> **Task prompt**: Repeat the entries below in full, with every character unchanged.

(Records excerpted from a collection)
[Start of section]
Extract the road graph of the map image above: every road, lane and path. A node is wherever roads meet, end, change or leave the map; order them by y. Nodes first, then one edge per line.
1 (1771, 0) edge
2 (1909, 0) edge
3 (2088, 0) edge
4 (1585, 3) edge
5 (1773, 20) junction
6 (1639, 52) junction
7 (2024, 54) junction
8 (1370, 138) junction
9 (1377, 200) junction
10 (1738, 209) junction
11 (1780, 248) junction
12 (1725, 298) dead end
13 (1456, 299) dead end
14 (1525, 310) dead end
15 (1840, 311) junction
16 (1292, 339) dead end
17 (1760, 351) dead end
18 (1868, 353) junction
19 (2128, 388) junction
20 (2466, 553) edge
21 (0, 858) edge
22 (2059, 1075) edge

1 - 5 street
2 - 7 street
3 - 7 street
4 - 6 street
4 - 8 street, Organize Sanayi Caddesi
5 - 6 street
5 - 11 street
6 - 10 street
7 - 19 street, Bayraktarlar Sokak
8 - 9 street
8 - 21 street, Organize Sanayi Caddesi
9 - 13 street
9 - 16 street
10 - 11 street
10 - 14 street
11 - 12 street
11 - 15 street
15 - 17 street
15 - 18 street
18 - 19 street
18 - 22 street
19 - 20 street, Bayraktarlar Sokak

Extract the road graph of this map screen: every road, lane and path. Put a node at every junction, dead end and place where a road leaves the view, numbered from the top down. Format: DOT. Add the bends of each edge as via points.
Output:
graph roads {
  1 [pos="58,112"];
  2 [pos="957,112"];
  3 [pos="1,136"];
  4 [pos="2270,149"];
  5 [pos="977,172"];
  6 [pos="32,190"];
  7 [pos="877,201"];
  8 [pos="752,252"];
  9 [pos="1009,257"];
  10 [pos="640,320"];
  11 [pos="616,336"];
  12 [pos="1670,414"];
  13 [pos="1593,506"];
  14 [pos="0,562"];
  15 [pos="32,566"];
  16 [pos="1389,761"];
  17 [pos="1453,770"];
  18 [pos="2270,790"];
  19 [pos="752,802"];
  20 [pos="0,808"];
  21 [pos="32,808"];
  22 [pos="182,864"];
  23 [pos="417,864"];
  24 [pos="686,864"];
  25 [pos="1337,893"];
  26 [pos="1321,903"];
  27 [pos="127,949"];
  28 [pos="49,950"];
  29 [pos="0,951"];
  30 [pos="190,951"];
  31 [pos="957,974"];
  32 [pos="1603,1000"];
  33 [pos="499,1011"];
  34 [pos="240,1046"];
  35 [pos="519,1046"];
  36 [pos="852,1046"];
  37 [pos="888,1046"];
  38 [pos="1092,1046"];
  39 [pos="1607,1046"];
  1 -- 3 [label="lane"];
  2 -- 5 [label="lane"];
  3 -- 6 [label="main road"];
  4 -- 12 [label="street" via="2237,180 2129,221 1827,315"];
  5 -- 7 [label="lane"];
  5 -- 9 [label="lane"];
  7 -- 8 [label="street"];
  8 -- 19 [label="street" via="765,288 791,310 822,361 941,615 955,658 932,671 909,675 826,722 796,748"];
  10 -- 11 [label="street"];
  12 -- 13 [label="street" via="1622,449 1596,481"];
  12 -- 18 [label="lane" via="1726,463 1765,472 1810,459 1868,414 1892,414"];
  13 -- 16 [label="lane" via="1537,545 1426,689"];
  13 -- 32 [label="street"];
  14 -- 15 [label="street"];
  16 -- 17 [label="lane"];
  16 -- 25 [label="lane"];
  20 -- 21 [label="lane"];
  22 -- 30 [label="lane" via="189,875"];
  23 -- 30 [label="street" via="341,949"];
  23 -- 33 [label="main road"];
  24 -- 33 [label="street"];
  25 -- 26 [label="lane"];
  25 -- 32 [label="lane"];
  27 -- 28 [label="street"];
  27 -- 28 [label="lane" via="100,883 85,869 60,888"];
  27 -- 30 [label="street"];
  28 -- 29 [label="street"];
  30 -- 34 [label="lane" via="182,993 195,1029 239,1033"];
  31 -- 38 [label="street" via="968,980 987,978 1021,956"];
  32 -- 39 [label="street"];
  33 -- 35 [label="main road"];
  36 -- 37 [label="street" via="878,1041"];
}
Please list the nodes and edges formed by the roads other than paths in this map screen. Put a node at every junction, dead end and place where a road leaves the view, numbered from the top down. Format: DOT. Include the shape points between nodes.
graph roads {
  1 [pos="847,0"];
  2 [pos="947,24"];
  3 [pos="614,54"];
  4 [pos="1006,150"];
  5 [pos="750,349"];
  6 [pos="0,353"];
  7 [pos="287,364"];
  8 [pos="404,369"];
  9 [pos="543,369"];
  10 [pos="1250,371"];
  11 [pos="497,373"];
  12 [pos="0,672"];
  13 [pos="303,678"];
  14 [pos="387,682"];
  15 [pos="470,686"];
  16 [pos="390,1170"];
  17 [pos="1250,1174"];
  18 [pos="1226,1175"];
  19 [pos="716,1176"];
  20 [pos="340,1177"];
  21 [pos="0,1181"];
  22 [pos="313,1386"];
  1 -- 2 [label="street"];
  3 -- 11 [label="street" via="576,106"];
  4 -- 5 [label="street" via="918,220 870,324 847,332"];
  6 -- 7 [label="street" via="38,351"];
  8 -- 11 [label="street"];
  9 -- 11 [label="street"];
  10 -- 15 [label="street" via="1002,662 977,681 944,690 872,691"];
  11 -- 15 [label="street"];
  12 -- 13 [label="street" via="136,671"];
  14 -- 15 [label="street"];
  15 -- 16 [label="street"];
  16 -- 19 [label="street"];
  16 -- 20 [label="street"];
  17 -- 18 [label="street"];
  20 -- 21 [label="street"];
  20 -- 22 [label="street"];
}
[End of section]
> **Result of the task**:
Extract the road graph of the map image above: every road, lane and path. A node is wherever roads meet, end, change or leave the map; order them by y. Nodes first, then one edge per line.
1 (1771, 0) edge
2 (1909, 0) edge
3 (2088, 0) edge
4 (1585, 3) edge
5 (1773, 20) junction
6 (1639, 52) junction
7 (2024, 54) junction
8 (1370, 138) junction
9 (1377, 200) junction
10 (1738, 209) junction
11 (1780, 248) junction
12 (1725, 298) dead end
13 (1456, 299) dead end
14 (1525, 310) dead end
15 (1840, 311) junction
16 (1292, 339) dead end
17 (1760, 351) dead end
18 (1868, 353) junction
19 (2128, 388) junction
20 (2466, 553) edge
21 (0, 858) edge
22 (2059, 1075) edge

1 - 5 street
2 - 7 street
3 - 7 street
4 - 6 street
4 - 8 street, Organize Sanayi Caddesi
5 - 6 street
5 - 11 street
6 - 10 street
7 - 19 street, Bayraktarlar Sokak
8 - 9 street
8 - 21 street, Organize Sanayi Caddesi
9 - 13 street
9 - 16 street
10 - 11 street
10 - 14 street
11 - 12 street
11 - 15 street
15 - 17 street
15 - 18 street
18 - 19 street
18 - 22 street
19 - 20 street, Bayraktarlar Sokak

Extract the road graph of this map screen: every road, lane and path. Put a node at every junction, dead end and place where a road leaves the view, numbered from the top down. Format: DOT. Add the bends of each edge as via points.
Output:
graph roads {
  1 [pos="58,112"];
  2 [pos="957,112"];
  3 [pos="1,136"];
  4 [pos="2270,149"];
  5 [pos="977,172"];
  6 [pos="32,190"];
  7 [pos="877,201"];
  8 [pos="752,252"];
  9 [pos="1009,257"];
  10 [pos="640,320"];
  11 [pos="616,336"];
  12 [pos="1670,414"];
  13 [pos="1593,506"];
  14 [pos="0,562"];
  15 [pos="32,566"];
  16 [pos="1389,761"];
  17 [pos="1453,770"];
  18 [pos="2270,790"];
  19 [pos="752,802"];
  20 [pos="0,808"];
  21 [pos="32,808"];
  22 [pos="182,864"];
  23 [pos="417,864"];
  24 [pos="686,864"];
  25 [pos="1337,893"];
  26 [pos="1321,903"];
  27 [pos="127,949"];
  28 [pos="49,950"];
  29 [pos="0,951"];
  30 [pos="190,951"];
  31 [pos="957,974"];
  32 [pos="1603,1000"];
  33 [pos="499,1011"];
  34 [pos="240,1046"];
  35 [pos="519,1046"];
  36 [pos="852,1046"];
  37 [pos="888,1046"];
  38 [pos="1092,1046"];
  39 [pos="1607,1046"];
  1 -- 3 [label="lane"];
  2 -- 5 [label="lane"];
  3 -- 6 [label="main road"];
  4 -- 12 [label="street" via="2237,180 2129,221 1827,315"];
  5 -- 7 [label="lane"];
  5 -- 9 [label="lane"];
  7 -- 8 [label="street"];
  8 -- 19 [label="street" via="765,288 791,310 822,361 941,615 955,658 932,671 909,675 826,722 796,748"];
  10 -- 11 [label="street"];
  12 -- 13 [label="street" via="1622,449 1596,481"];
  12 -- 18 [label="lane" via="1726,463 1765,472 1810,459 1868,414 1892,414"];
  13 -- 16 [label="lane" via="1537,545 1426,689"];
  13 -- 32 [label="street"];
  14 -- 15 [label="street"];
  16 -- 17 [label="lane"];
  16 -- 25 [label="lane"];
  20 -- 21 [label="lane"];
  22 -- 30 [label="lane" via="189,875"];
  23 -- 30 [label="street" via="341,949"];
  23 -- 33 [label="main road"];
  24 -- 33 [label="street"];
  25 -- 26 [label="lane"];
  25 -- 32 [label="lane"];
  27 -- 28 [label="street"];
  27 -- 28 [label="lane" via="100,883 85,869 60,888"];
  27 -- 30 [label="street"];
  28 -- 29 [label="street"];
  30 -- 34 [label="lane" via="182,993 195,1029 239,1033"];
  31 -- 38 [label="street" via="968,980 987,978 1021,956"];
  32 -- 39 [label="street"];
  33 -- 35 [label="main road"];
  36 -- 37 [label="street" via="878,1041"];
}
Please list the nodes and edges formed by the roads other than paths in this map screen. Put a node at every junction, dead end and place where a road leaves the view, numbered from the top down. Format: DOT. Include the shape points between nodes.
graph roads {
  1 [pos="847,0"];
  2 [pos="947,24"];
  3 [pos="614,54"];
  4 [pos="1006,150"];
  5 [pos="750,349"];
  6 [pos="0,353"];
  7 [pos="287,364"];
  8 [pos="404,369"];
  9 [pos="543,369"];
  10 [pos="1250,371"];
  11 [pos="497,373"];
  12 [pos="0,672"];
  13 [pos="303,678"];
  14 [pos="387,682"];
  15 [pos="470,686"];
  16 [pos="390,1170"];
  17 [pos="1250,1174"];
  18 [pos="1226,1175"];
  19 [pos="716,1176"];
  20 [pos="340,1177"];
  21 [pos="0,1181"];
  22 [pos="313,1386"];
  1 -- 2 [label="street"];
  3 -- 11 [label="street" via="576,106"];
  4 -- 5 [label="street" via="918,220 870,324 847,332"];
  6 -- 7 [label="street" via="38,351"];
  8 -- 11 [label="street"];
  9 -- 11 [label="street"];
  10 -- 15 [label="street" via="1002,662 977,681 944,690 872,691"];
  11 -- 15 [label="street"];
  12 -- 13 [label="street" via="136,671"];
  14 -- 15 [label="street"];
  15 -- 16 [label="street"];
  16 -- 19 [label="street"];
  16 -- 20 [label="street"];
  17 -- 18 [label="street"];
  20 -- 21 [label="street"];
  20 -- 22 [label="street"];
}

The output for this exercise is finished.